Computational evaluation of the stability of 2′-O-methyl-RNA/RNA duplexes incorporating 3-deazaguanine derivatives by ab initio calculations and a molecular dynamics simulation

We evaluated the intrinsic interactions of guanine (G), 3-deazaguanine (c3G), and 2-N-acetyl-3-deazaguanine (a2c3G) with neighboring bases in the 2′-O-methyl-RNA/RNA duplex, 5′-(C1G2G3C4X5A6G7G8A9G10)-3′/3′-r(G20C19C18G17C16U15C14C13U12C11)-5′, where X = G, c3G, or a2c3G. We calculated the energies using the subsystems that were derived from the averaged structure of the molecular dynamics (MD) trajectories of the duplexes by removing the sugar and phosphate moieties.
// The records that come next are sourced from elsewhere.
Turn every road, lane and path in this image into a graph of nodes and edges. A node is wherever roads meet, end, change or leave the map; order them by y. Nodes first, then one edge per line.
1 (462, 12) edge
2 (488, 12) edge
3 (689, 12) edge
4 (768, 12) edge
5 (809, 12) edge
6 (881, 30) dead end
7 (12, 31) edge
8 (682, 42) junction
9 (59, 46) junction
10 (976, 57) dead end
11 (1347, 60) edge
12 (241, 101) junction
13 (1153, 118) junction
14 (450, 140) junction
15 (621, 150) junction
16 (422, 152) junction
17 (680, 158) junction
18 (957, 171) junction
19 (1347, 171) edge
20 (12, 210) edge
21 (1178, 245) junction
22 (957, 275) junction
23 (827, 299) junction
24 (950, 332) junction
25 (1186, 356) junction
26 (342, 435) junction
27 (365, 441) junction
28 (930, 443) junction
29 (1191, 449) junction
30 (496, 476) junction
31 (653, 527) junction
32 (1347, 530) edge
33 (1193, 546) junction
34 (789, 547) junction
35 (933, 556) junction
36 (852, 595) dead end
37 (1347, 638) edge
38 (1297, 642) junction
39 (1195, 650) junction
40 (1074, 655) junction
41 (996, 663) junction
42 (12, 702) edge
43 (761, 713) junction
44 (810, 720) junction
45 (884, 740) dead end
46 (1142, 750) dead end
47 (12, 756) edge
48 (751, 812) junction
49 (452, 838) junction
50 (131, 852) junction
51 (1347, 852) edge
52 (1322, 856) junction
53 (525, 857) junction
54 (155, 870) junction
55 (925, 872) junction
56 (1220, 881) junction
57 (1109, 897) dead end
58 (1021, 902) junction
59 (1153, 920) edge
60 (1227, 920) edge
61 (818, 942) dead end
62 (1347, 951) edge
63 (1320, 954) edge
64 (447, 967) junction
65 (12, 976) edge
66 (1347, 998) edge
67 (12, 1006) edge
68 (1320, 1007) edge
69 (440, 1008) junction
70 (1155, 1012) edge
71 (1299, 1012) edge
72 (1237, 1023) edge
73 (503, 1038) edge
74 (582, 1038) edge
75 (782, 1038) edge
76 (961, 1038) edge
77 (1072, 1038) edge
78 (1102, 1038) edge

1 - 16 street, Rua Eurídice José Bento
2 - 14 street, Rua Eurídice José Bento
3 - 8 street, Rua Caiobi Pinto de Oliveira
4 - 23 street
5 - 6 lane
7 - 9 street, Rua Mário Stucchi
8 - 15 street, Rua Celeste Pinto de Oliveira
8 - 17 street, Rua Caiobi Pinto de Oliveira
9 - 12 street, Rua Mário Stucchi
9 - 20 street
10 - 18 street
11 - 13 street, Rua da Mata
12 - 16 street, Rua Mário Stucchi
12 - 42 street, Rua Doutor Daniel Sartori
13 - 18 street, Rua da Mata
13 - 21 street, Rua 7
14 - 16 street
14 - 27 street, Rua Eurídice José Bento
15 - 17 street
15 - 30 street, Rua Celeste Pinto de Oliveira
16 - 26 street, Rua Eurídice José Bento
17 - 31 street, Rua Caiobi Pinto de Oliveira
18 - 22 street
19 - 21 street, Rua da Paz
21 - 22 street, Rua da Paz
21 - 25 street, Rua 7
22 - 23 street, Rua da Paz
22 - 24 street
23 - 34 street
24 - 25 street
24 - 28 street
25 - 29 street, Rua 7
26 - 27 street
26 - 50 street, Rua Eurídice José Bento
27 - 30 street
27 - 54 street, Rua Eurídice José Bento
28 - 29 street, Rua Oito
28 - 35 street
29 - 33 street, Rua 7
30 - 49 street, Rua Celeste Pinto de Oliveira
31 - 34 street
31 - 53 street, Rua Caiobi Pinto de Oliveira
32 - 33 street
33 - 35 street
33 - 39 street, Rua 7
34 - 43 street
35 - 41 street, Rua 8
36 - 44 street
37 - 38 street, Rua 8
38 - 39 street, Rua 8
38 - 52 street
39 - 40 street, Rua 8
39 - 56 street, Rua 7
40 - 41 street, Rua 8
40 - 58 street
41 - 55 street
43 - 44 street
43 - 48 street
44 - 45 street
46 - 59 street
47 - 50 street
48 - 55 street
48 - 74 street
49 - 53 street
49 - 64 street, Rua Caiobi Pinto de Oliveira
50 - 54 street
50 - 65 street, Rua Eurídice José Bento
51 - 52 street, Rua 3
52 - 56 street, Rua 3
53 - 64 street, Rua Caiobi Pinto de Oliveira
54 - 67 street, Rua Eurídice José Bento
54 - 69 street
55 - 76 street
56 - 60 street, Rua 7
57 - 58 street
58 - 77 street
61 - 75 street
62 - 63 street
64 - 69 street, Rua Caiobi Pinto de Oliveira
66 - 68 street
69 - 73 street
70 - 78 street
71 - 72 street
The total energies calculated in vacuo revealed that the stability order was roughly a2c3G-C >> G-C > c3G-C, which was not perfectly matched with the experimentally determined stability order of G-C > a2c3G-C >> c3G-C probably due to lack of information on the solvent effects. The stacking interactions of c3G and its neighboring bases were smaller than those of G probably because of the larger dipole moment of c3G, whereas the stacking interaction of a2c3G was in most cases larger than those of G and c3G due to the increased overlapping area of the acetyl group and the smaller dipole moment. The data also gave an insight into the mechanism of duplex stabilization of a2c3G compared with c3G. In order to estimate the solvent effects, we also conducted ab initio calculations with some solute models.